DATA PROVIDED below:

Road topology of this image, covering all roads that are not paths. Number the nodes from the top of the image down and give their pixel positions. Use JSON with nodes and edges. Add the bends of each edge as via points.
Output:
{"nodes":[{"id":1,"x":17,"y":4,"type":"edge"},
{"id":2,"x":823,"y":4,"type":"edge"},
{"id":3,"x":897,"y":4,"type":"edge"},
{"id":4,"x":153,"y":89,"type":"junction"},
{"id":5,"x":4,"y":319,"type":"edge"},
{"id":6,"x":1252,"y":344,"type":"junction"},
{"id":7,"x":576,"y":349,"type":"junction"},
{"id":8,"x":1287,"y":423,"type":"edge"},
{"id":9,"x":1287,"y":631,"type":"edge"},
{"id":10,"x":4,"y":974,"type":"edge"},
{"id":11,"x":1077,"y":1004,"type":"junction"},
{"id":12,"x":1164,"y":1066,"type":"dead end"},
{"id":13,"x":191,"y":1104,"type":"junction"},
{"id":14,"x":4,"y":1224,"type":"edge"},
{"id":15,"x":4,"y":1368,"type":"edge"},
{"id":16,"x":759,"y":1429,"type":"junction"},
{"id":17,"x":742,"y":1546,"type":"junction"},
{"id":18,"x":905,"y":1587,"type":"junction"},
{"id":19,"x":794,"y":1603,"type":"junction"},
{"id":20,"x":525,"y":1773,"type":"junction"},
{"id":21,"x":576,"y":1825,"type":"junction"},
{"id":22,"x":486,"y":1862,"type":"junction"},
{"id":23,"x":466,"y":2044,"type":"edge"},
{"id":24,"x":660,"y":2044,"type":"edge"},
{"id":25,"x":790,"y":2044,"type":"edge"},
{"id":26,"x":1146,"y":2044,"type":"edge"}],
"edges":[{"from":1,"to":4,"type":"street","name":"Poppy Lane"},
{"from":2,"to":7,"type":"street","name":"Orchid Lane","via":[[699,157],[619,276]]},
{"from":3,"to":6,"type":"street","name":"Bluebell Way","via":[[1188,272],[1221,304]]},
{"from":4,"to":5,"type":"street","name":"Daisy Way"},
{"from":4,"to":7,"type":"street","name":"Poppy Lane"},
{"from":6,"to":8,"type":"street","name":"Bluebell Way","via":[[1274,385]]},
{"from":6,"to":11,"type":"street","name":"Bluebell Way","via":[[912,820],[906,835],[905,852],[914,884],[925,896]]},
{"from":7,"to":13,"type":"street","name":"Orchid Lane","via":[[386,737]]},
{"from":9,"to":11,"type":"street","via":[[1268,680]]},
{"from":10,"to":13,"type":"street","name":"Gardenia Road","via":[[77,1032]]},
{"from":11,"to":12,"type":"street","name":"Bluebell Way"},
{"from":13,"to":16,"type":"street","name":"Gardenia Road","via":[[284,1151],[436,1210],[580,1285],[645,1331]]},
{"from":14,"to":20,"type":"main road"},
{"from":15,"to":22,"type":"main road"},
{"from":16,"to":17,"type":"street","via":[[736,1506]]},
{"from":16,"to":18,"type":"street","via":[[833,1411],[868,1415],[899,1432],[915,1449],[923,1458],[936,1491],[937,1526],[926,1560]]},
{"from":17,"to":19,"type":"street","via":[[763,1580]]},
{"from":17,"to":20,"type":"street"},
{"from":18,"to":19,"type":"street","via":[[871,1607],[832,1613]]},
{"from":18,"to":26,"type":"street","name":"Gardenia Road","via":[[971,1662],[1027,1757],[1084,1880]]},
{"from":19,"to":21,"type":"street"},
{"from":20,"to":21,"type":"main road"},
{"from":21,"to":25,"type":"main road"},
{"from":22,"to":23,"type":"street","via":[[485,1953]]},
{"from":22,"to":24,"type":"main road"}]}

End of DATA PROVIDED.

Every record above should be written out exactly.

OUTPUT FOR THIS EXERCISE:
Road topology of this image, covering all roads that are not paths. Number the nodes from the top of the image down and give their pixel positions. Use JSON with nodes and edges. Add the bends of each edge as via points.
Output:
{"nodes":[{"id":1,"x":17,"y":4,"type":"edge"},
{"id":2,"x":823,"y":4,"type":"edge"},
{"id":3,"x":897,"y":4,"type":"edge"},
{"id":4,"x":153,"y":89,"type":"junction"},
{"id":5,"x":4,"y":319,"type":"edge"},
{"id":6,"x":1252,"y":344,"type":"junction"},
{"id":7,"x":576,"y":349,"type":"junction"},
{"id":8,"x":1287,"y":423,"type":"edge"},
{"id":9,"x":1287,"y":631,"type":"edge"},
{"id":10,"x":4,"y":974,"type":"edge"},
{"id":11,"x":1077,"y":1004,"type":"junction"},
{"id":12,"x":1164,"y":1066,"type":"dead end"},
{"id":13,"x":191,"y":1104,"type":"junction"},
{"id":14,"x":4,"y":1224,"type":"edge"},
{"id":15,"x":4,"y":1368,"type":"edge"},
{"id":16,"x":759,"y":1429,"type":"junction"},
{"id":17,"x":742,"y":1546,"type":"junction"},
{"id":18,"x":905,"y":1587,"type":"junction"},
{"id":19,"x":794,"y":1603,"type":"junction"},
{"id":20,"x":525,"y":1773,"type":"junction"},
{"id":21,"x":576,"y":1825,"type":"junction"},
{"id":22,"x":486,"y":1862,"type":"junction"},
{"id":23,"x":466,"y":2044,"type":"edge"},
{"id":24,"x":660,"y":2044,"type":"edge"},
{"id":25,"x":790,"y":2044,"type":"edge"},
{"id":26,"x":1146,"y":2044,"type":"edge"}],
"edges":[{"from":1,"to":4,"type":"street","name":"Poppy Lane"},
{"from":2,"to":7,"type":"street","name":"Orchid Lane","via":[[699,157],[619,276]]},
{"from":3,"to":6,"type":"street","name":"Bluebell Way","via":[[1188,272],[1221,304]]},
{"from":4,"to":5,"type":"street","name":"Daisy Way"},
{"from":4,"to":7,"type":"street","name":"Poppy Lane"},
{"from":6,"to":8,"type":"street","name":"Bluebell Way","via":[[1274,385]]},
{"from":6,"to":11,"type":"street","name":"Bluebell Way","via":[[912,820],[906,835],[905,852],[914,884],[925,896]]},
{"from":7,"to":13,"type":"street","name":"Orchid Lane","via":[[386,737]]},
{"from":9,"to":11,"type":"street","via":[[1268,680]]},
{"from":10,"to":13,"type":"street","name":"Gardenia Road","via":[[77,1032]]},
{"from":11,"to":12,"type":"street","name":"Bluebell Way"},
{"from":13,"to":16,"type":"street","name":"Gardenia Road","via":[[284,1151],[436,1210],[580,1285],[645,1331]]},
{"from":14,"to":20,"type":"main road"},
{"from":15,"to":22,"type":"main road"},
{"from":16,"to":17,"type":"street","via":[[736,1506]]},
{"from":16,"to":18,"type":"street","via":[[833,1411],[868,1415],[899,1432],[915,1449],[923,1458],[936,1491],[937,1526],[926,1560]]},
{"from":17,"to":19,"type":"street","via":[[763,1580]]},
{"from":17,"to":20,"type":"street"},
{"from":18,"to":19,"type":"street","via":[[871,1607],[832,1613]]},
{"from":18,"to":26,"type":"street","name":"Gardenia Road","via":[[971,1662],[1027,1757],[1084,1880]]},
{"from":19,"to":21,"type":"street"},
{"from":20,"to":21,"type":"main road"},
{"from":21,"to":25,"type":"main road"},
{"from":22,"to":23,"type":"street","via":[[485,1953]]},
{"from":22,"to":24,"type":"main road"}]}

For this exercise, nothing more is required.